Photo courtesy of Greenpeace International.

THE HAGUE, May 26 – In a historic verdict today, a Dutch court ruled that Shell must reduce its carbon emissions by 45 percent by 2030 from the 2019 levels.

Calling it a historic verdict, Greenpeace International in a press release today said that it was the first time that a major fossil fuel company is held accountable for its contribution to climate change and ordered to reduce its carbon emissions throughout its whole supply chain.

The reduction in its CO2 emissions by 45 percent by 2030, will be in line with limiting global warming to 1.5 degrees, it said.

“This limit is essential to minimize the risks of irreversible and catastrophic climate change. This climate case was brought by Friends of the Earth Netherlands (Milieudefensie), along with with Greenpeace Netherlands, ActionAid, Both ENDS, Fossielvrij NL, Jongeren Milieu Actief, the Waddenvereniging and 17,379 individual co-plaintiffs.”
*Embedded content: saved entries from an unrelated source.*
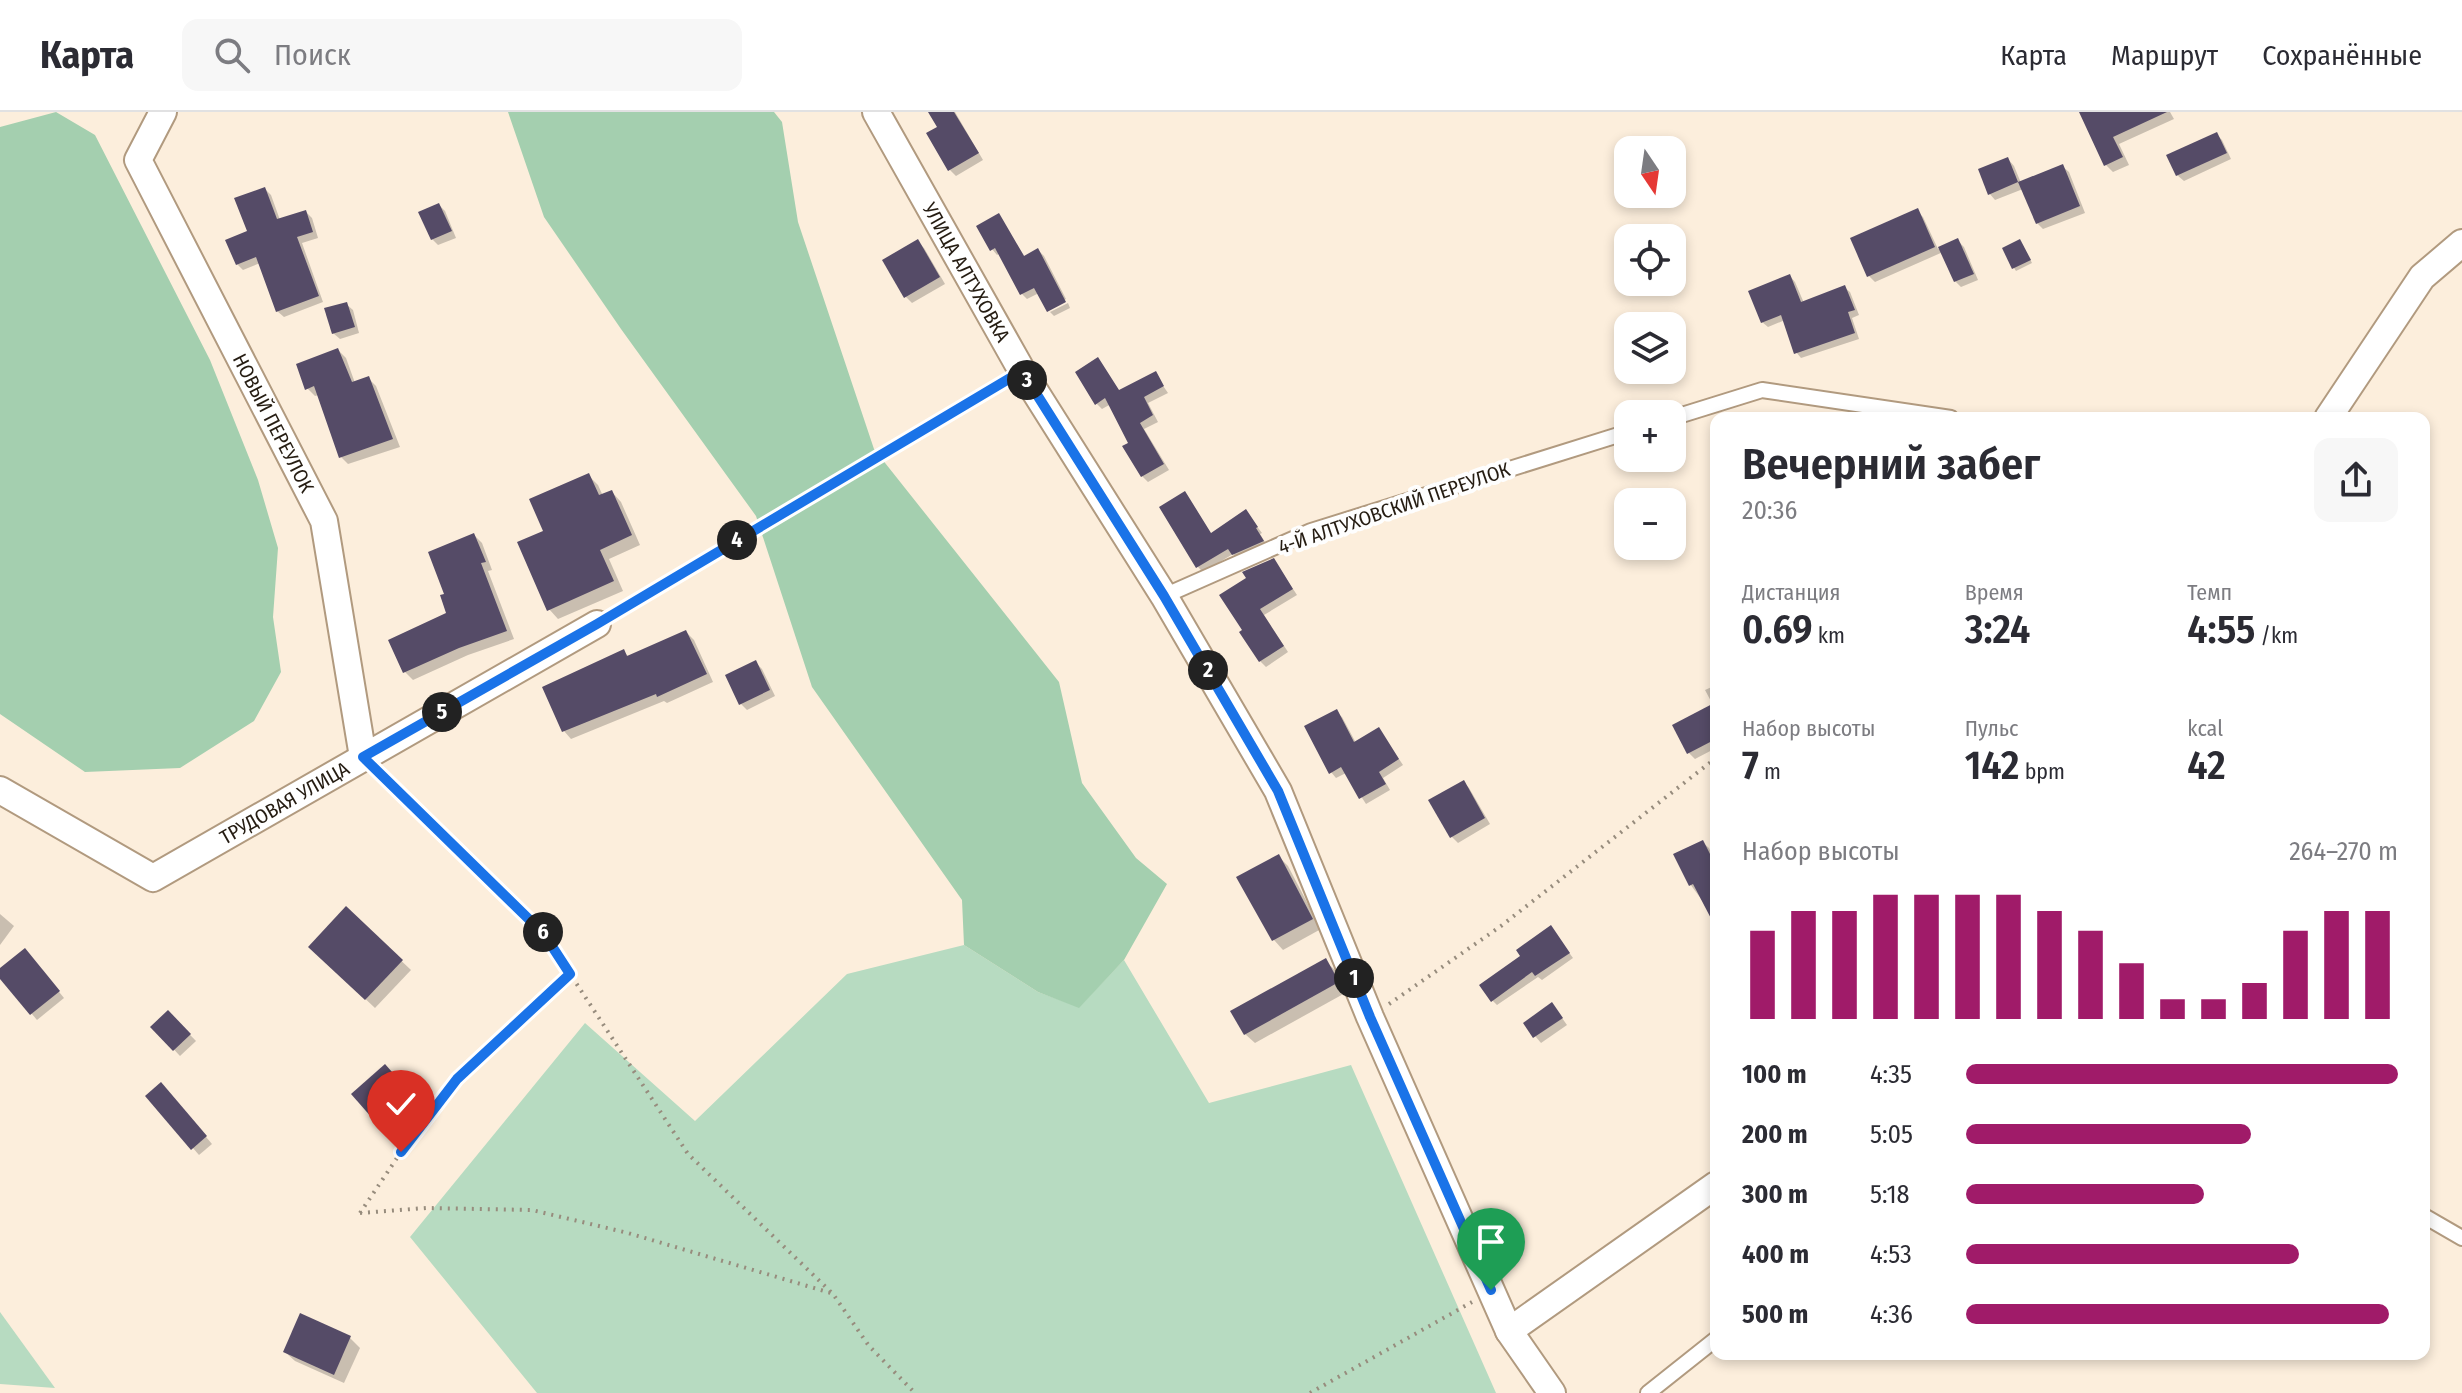 <!DOCTYPE html>
<html lang="ru">
<head>
<meta charset="utf-8">
<style>
  :root { --surface:#fff; --page:#f7f7f7; --text:#2b2b33; --muted:#7c7c81; --line:#e1e1e2; --accent:#a01b69 }
  body { margin:0; font-family:"Fira Sans Condensed",sans-serif; background:var(--page); color:var(--text); height:100vh; display:flex; flex-direction:column; font-size:30px; white-space:nowrap }
  * { box-sizing:border-box; margin:0 }
  p { font-size:26px; color:var(--muted) }
  .icon { flex:none; width:44px; height:44px; fill:none; stroke:currentColor; stroke-width:2; stroke-linecap:round; stroke-linejoin:round }
  .map { position:relative; flex:1; overflow:hidden }
  .drawer { position:absolute; left:1710px; top:300px; width:720px; height:948px; display:flex; flex-direction:column; background:var(--surface); border-radius:16px; box-shadow:0 4px 12px #0003 }
  .drawer>* { flex:none }
  .needle { width:52px; rotate:167deg }
  .tools { position:absolute; left:1614px; top:24px; display:grid; gap:16px }
  .tools a { display:grid; place-items:center; width:72px; height:72px; border-radius:16px; background:var(--surface); box-shadow:0 4px 12px #0003; font-size:40px }
  .pin { position:absolute; display:grid; place-items:center; width:68px; height:68px; color:#fff; margin:-82px -34px; border-radius:50% 50% 50% 0; rotate:-45deg; box-shadow:0 0 8px #0007 }
  .pin .icon { rotate:45deg }
  .km { position:absolute; width:40px; height:40px; margin:-20px; border-radius:50%; background:#222; color:#fff; font-size:22px; line-height:40px; text-align:center }
  .round { display:grid; place-items:center; flex:none; width:84px; height:84px; border-radius:16px; background:var(--page) }
  .overview { display:flex; align-items:center; justify-content:space-between; height:136px; padding:0 32px }
  h1 { font-size:44px; font-weight:600; line-height:60px }
  .metrics { display:grid; grid-template-columns:repeat(3,1fr); gap:12px; height:136px; padding:8px 32px }
  .metrics div { display:grid; align-content:center }
  .metrics b { font-size:40px; font-weight:600 }
  .metrics small { font-size:22px; font-weight:400 }
  .metrics p { font-size:22px }
  .chart { height:224px; padding:16px 32px }
  .chart p { display:flex; justify-content:space-between }
  .chart svg { width:100%; height:144px; margin-top:8px; stroke:var(--accent); stroke-width:6 }
  ul { padding:0 32px; list-style:none; font-size:26px }
  li { display:grid; grid-template-columns:128px 96px 1fr; align-items:center; height:60px }
  li i { height:20px; border-radius:10px; background:var(--accent) }
  header { display:flex; align-items:center; gap:48px; box-sizing:border-box; height:112px; padding:0 40px; background:var(--surface); border-bottom:2px solid var(--line) }
  header strong { font-size:38px }
  nav { display:flex; gap:44px; margin-inline-start:auto; font-size:28px }
  .search { width:560px; height:72px; background:var(--page); display:flex; align-items:center; gap:20px; box-sizing:border-box; padding:0 28px; border-radius:16px; color:var(--muted); font-size:30px }
  .map>svg:first-child { display:block }
  .green { fill:#b7dbc1 }
  .forest { fill:#a4cfaf }
  .shadow { fill:#0003 }
  .building { fill:#554b67 }
  .lines { fill:none; stroke-linecap:round; stroke-linejoin:round }
  .service-casing { stroke:#b19a7f; stroke-width:18 }
  .minor-casing { stroke:#b19a7f; stroke-width:30 }
  .path { stroke:#978c7d; stroke-width:4; stroke-dasharray:2 6; stroke-linecap:butt }
  .service { stroke:#fff; stroke-width:14 }
  .minor { stroke:#fff; stroke-width:26 }
  .route-casing { stroke:#fff; stroke-width:16 }
  .route { stroke:#1a73e8; stroke-width:10 }
  .labels { text-anchor:middle; dominant-baseline:central; stroke-width:8; stroke-linejoin:round; paint-order:stroke }
  .street-label { font-size:20px; fill:#251c12; stroke:#fefefe }
</style>
</head>
<body>
<header>
<strong>Карта</strong>
<div class="search"><svg class="icon" aria-label="search" viewBox="0 0 24 24"><circle cx="10" cy="10" r="6"/><path d="M15 15l6 6"/></svg>Поиск</div>
<nav><a>Карта</a><a>Маршрут</a><a>Сохранённые</a></nav>
</header>
<div class="map">
<svg width="2462" height="1281" viewBox="0 0 2462 1281">
  <rect width="100%" height="100%" fill="#fceedc"/>
  <g class="green">
    <path d="M964 833 1038 880 1079 895 1124 848 1209 991 1351 953 1496 1281H537L410 1125 585 911 695 1009 847 862Z"/>
    <path d="M0 1200 55 1276 0 1272Z"/>
  </g>
  <g class="forest">
    <path d="M56 0 95 23 210 248 258 368 278 436 273 505 281 560 254 609 180 656 85 660 0 602V15Z"/>
    <path d="M508 0H774L782 10 798 110 874 337 1059 570 1082 671 1136 746 1167 772 1124 848 1079 896 1038 880 964 833 962 788 812 575 756 404 621 217 544 105Z"/>
  </g>
  <g class="shadow">
    <path d="M930 0H955L983 48 956 64 950 58 940 16Z"/>
    <path d="M2087 0H2170L2174 7 2119 32 2129 53 2113 60 2106 53Z"/>
    <path d="M2216 22 2222 28 2231 47 2184 69 2177 63Z"/>
    <path d="M2008 47 2014 54 2021 71 2062 54 2069 60 2085 101 2043 117 2037 111 2023 77 1995 88 1989 81Z"/>
    <path d="M265 77 271 83 280 108 306 100 312 106 318 126 302 131 323 190 284 205 277 199 260 151 243 158 237 152Z"/>
    <path d="M439 93 445 99 456 126 438 133 432 127Z"/>
    <path d="M1917 99 1923 105 1938 137 1958 129 1964 135 1978 168 1961 175 1955 169 1943 140 1875 170 1869 164Z"/>
    <path d="M998 104 1025 145 1038 138 1044 144 1066 187 1048 197 1039 181 1027 187 1022 182 1000 141 997 143 992 137Z"/>
    <path d="M918 130 924 136 945 172 912 191 906 185 884 149Z"/>
    <path d="M2022 132 2032 151 2016 159 2014 156Z"/>
    <path d="M1790 164 1795 170 1804 191 1844 175 1850 180 1859 203 1852 206 1859 227 1801 246 1796 240 1785 208 1768 215 1762 210Z"/>
    <path d="M1068 191 1070 196 1054 204 1050 200Z"/>
    <path d="M346 192 353 198 359 221 340 227 333 221Z"/>
    <path d="M338 238 346 246 355 271 368 266 376 274 400 335 348 352 340 344 319 283 315 284 307 276Z"/>
    <path d="M1098 248 1120 280 1155 262 1168 281 1148 291 1158 310 1144 317 1169 358 1148 370 1142 364 1131 332 1111 292 1102 297 1096 291Z"/>
    <path d="M588 363 598 373 603 384 612 380 621 390 640 433 609 447 623 479 558 507 549 497 546 420Z"/>
    <path d="M1246 400 1262 421 1260 422 1268 435 1239 447 1233 442 1203 460 1198 455 1212 422Z"/>
    <path d="M474 423 482 431 492 458 488 459 514 527 468 543 413 568 405 560 390 529 449 502 447 483Z"/>
    <path d="M1274 448 1297 483 1264 503 1288 540 1266 555 1260 549 1244 519 1248 467Z"/>
    <path d="M686 520 694 528 713 570 667 591 664 589 571 627 564 619 623 539 629 545Z"/>
    <path d="M756 551 762 557 775 584 747 598 741 592Z"/>
    <path d="M1716 573V636L1695 647 1689 641 1713 593 1705 578Z"/>
    <path d="M1336 600 1342 605 1356 631 1379 617 1403 653 1383 666 1390 678 1366 692 1346 661 1336 666 1331 660Z"/>
    <path d="M1463 670 1469 676 1490 712 1458 731 1452 725Z"/>
    <path d="M1702 730 1709 736 1716 751V807L1690 772Z"/>
    <path d="M1278 744 1288 754 1321 817 1283 838 1274 828Z"/>
    <path d="M346 797 411 858 375 896 310 835Z"/>
    <path d="M0 802 14 814 0 833Z"/>
    <path d="M1555 821 1573 846 1542 868 1538 865 1497 893 1492 888Z"/>
    <path d="M30 844 64 886 37 908 0 864V858Z"/>
    <path d="M1325 849 1335 858 1347 880 1255 931 1245 922Z"/>
    <path d="M1557 899 1567 913 1541 931 1525 912Z"/>
    <path d="M168 900 196 929 180 944 153 915Z"/>
    <path d="M385 955 412 984 381 1012 354 982Z"/>
    <path d="M167 979 212 1032 199 1043 148 984Z"/>
    <path d="M350 1226 360 1236 344 1271 295 1249 285 1240Z"/>
  </g>
  <g class="building">
    <path d="M928 0H954L979 41 948 59 926 21 937 15Z"/>
    <path d="M2079 0H2167L2113 25 2123 45 2104 54Z"/>
    <path d="M2217 20 2227 41 2176 64 2166 43Z"/>
    <path d="M2008 45 2018 70 1988 83 1978 57Z"/>
    <path d="M2063 52 2080 94 2036 112 2018 70Z"/>
    <path d="M265 75 277 107 306 98 313 120 297 125 319 184 276 200 256 145 236 153 225 128 247 119 234 86Z"/>
    <path d="M439 91 452 119 431 128 418 100Z"/>
    <path d="M1918 96 1935 135 1867 165 1850 126Z"/>
    <path d="M999 101 1024 144 1038 136 1066 190 1047 200 1034 176 1020 183 995 136 990 139 976 114Z"/>
    <path d="M1958 126 1974 162 1954 170 1938 135Z"/>
    <path d="M918 127 940 165 904 186 882 148Z"/>
    <path d="M2020 127 2031 148 2012 157 2002 136Z"/>
    <path d="M1790 162 1801 190 1845 173 1855 198 1848 200 1855 221 1794 242 1781 203 1761 211 1748 179Z"/>
    <path d="M347 190 355 215 332 222 324 196Z"/>
    <path d="M338 236 352 270 369 264 393 327 339 346 314 274 305 278 296 252Z"/>
    <path d="M1098 245 1119 278 1156 259 1164 274 1144 285 1153 303 1140 311 1164 352 1141 365 1122 334 1128 331 1105 286 1095 293 1075 260Z"/>
    <path d="M589 361 599 383 612 378 632 423 600 438 614 469 547 499 517 430 543 419 529 387Z"/>
    <path d="M1185 379 1211 421 1246 397 1258 415 1256 416 1264 429 1232 443 1228 437 1196 456 1159 395Z"/>
    <path d="M474 421 486 450 481 451 507 519 459 536 403 561 388 528 446 501 440 483 444 482 428 440Z"/>
    <path d="M1274 446 1293 477 1260 497 1284 534 1259 550 1239 520 1242 518 1219 483 1246 466 1242 460Z"/>
    <path d="M686 518 707 562 657 585 656 582 562 620 542 575 624 537 627 544Z"/>
    <path d="M756 548 770 578 739 593 725 563Z"/>
    <path d="M1716 590V627L1687 642 1672 613Z"/>
    <path d="M1337 597 1354 630 1379 615 1399 647 1379 660 1386 672 1359 687 1341 655 1329 662 1304 614Z"/>
    <path d="M1464 668 1485 706 1450 726 1428 688Z"/>
    <path d="M1703 728 1716 754V816L1693 772 1689 774 1673 742Z"/>
    <path d="M1279 742 1313 807 1272 829 1236 765Z"/>
    <path d="M346 794 403 848 365 888 308 835Z"/>
    <path d="M1551 813 1570 841 1535 864 1532 860 1491 890 1479 873 1520 844 1516 838Z"/>
    <path d="M25 836 60 879 30 903 0 867V856Z"/>
    <path d="M1326 846 1339 870 1244 923 1230 899Z"/>
    <path d="M1552 890 1563 906 1533 926 1523 911Z"/>
    <path d="M168 898 191 922 173 939 150 915Z"/>
    <path d="M385 952 407 977 373 1007 351 982Z"/>
    <path d="M161 970 207 1024 191 1038 145 984Z"/>
    <path d="M300 1201 351 1224 334 1263 283 1240Z"/>
  </g>
  <g class="lines">
    <defs>
      <g id="service">
        <path d="M1672 306 1762 278 1951 306"/>
        <path d="M1164 484 1311 419 1628 320"/>
        <path d="M2424 1104 2462 1126"/>
        <path d="M1648 1281 1716 1227"/>
      </g>
      <g id="minor">
        <path id="s1" d="M163 0 138 48 324 409 363 645"/>
        <path id="s2" d="M876 0 1022 259 1164 484 1278 679 1370 905 1509 1219 1552 1281"/>
        <path d="M2328 306 2422 165 2462 131"/>
        <path id="s3" d="M0 678 153 766 597 512"/>
        <path d="M1509 1219 1716 1073"/>
      </g>
    </defs>
    <use href="#service" class="service-casing"/>
    <use href="#minor" class="minor-casing"/>
    <g class="path">
      <path d="M616 500 1000 272"/>
      <path d="M381 662 544 822 688 1042 833 1182 869 1234 915 1281"/>
      <path d="M1389 892 1501 814 1716 646"/>
      <path d="M360 1101 426 1096 532 1098 628 1121 831 1181"/>
      <path d="M360 1101 401 1040 457 967 570 862"/>
      <path d="M1310 1281 1472 1190"/>
    </g>
    <use href="#service" class="service"/>
    <use href="#minor" class="minor"/>
  </g>
  <g class="lines">
    <defs>
      <path id="route" d="M401 1040 457 967 570 862 544 822 363 645 597 512 1022 259 1164 484 1278 679 1370 905 1491 1178"/>
    </defs>
    <use href="#route" class="route-casing"/>
    <use href="#route" class="route"/>
  </g>
  <g class="labels">
    <g class="street-label">
      <text stroke="none"><textPath href="#s2" startOffset="184">УЛИЦА АЛТУХОВКА</textPath></text>
      <text stroke="none"><textPath href="#s1" startOffset="350">НОВЫЙ ПЕРЕУЛОК</textPath></text>
      <text transform="translate(1394 396) rotate(-19)">4-Й АЛТУХОВСКИЙ ПЕРЕУЛОК</text>
      <text stroke="none"><textPath href="#s3" startOffset="328">ТРУДОВАЯ УЛИЦА</textPath></text>
    </g>
  </g>
</svg>
<div class="tools">
<a><svg class="needle" viewBox="-14 -14 28 28"><path d="M0-13l5 13h-10z" fill="#e53935"/><path d="M0 13l5-13h-10z" fill="#7c7c81"/></svg></a>
<a><svg class="icon" aria-label="locate" viewBox="0 0 24 24"><circle cx="12" cy="12" r="6"/><path d="M12 2v4M12 18v4M2 12h4M18 12h4"/></svg></a>
<a><svg class="icon" aria-label="layers" viewBox="0 0 24 24"><path d="M12 4l9 5-9 5-9-5zM3 14l9 5 9-5"/></svg></a>
<a>+</a>
<a>−</a>
</div>
<div class="pin" style="left:1491px;top:1178px;background:#1e9e55"><svg class="icon" aria-label="arrive" viewBox="0 0 24 24"><path d="M6 21V4h12l-3 4 3 4H6"/></svg></div>
<div class="pin" style="left:401px;top:1040px;background:#d93025"><svg class="icon" aria-label="check" viewBox="0 0 24 24"><path d="M5 12l5 5 9-10"/></svg></div>
<b class="km" style="left:1354px;top:866px">1</b>
<b class="km" style="left:1208px;top:558px">2</b>
<b class="km" style="left:1027px;top:268px">3</b>
<b class="km" style="left:737px;top:428px">4</b>
<b class="km" style="left:442px;top:600px">5</b>
<b class="km" style="left:543px;top:820px">6</b>
<section class="drawer">
<div class="overview"><div><h1>Вечерний забег</h1><p>20:36</p></div><a class="round"><svg class="icon" aria-label="share" viewBox="0 0 24 24"><path d="M12 15V3M7 8l5-5 5 5M5 13v7h14v-7"/></svg></a></div>
<div class="metrics">
<div><p>Дистанция</p><b>0.69<small> km</small></b></div>
<div><p>Время</p><b>3:24</b></div>
<div><p>Темп</p><b>4:55<small> /km</small></b></div>
</div>
<div class="metrics">
<div><p>Набор высоты</p><b>7<small> m</small></b></div>
<div><p>Пульс</p><b>142<small> bpm</small></b></div>
<div><p>kcal</p><b>42</b></div>
</div>
<div class="chart"><p><span>Набор высоты</span>264–270 m</p>
<svg viewBox="0 0 160 44" preserveAspectRatio="none"><path d="M5 44V17M15 44V11M25 44V11M35 44V6M45 44V6M55 44V6M65 44V6M75 44V11M85 44V17M95 44V27M105 44V38M115 44V38M125 44V33M135 44V17M145 44V11M155 44V11"/></svg>
</div>
<ul>
<li><b>100 m</b>4:35<i style="width:100%"></i></li>
<li><b>200 m</b>5:05<i style="width:66%"></i></li>
<li><b>300 m</b>5:18<i style="width:55%"></i></li>
<li><b>400 m</b>4:53<i style="width:77%"></i></li>
<li><b>500 m</b>4:36<i style="width:98%"></i></li>
</ul>
</section>
</div>
</body>
</html>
Andy Palmen, interim director of Greenpeace Netherlands, said: ‘This verdict is a historic victory for the climate and everyone facing the consequences of the climate crisis. Congratulations to Milieudefensie and all other plaintiffs. Shell cannot continue to violate human rights and put profit over people and the planet.

“This verdict is a clear signal to the fossil fuel industry. Coal, oil and gas need to stay in the ground. People around the world are demanding climate justice. Today the court confirmed that the fossil fuel industry cannot continue their climate pollution. We can hold multinational corporations worldwide accountable for the climate crisis.’

Meanwhile, Shell has said that it will appeal against the verdict.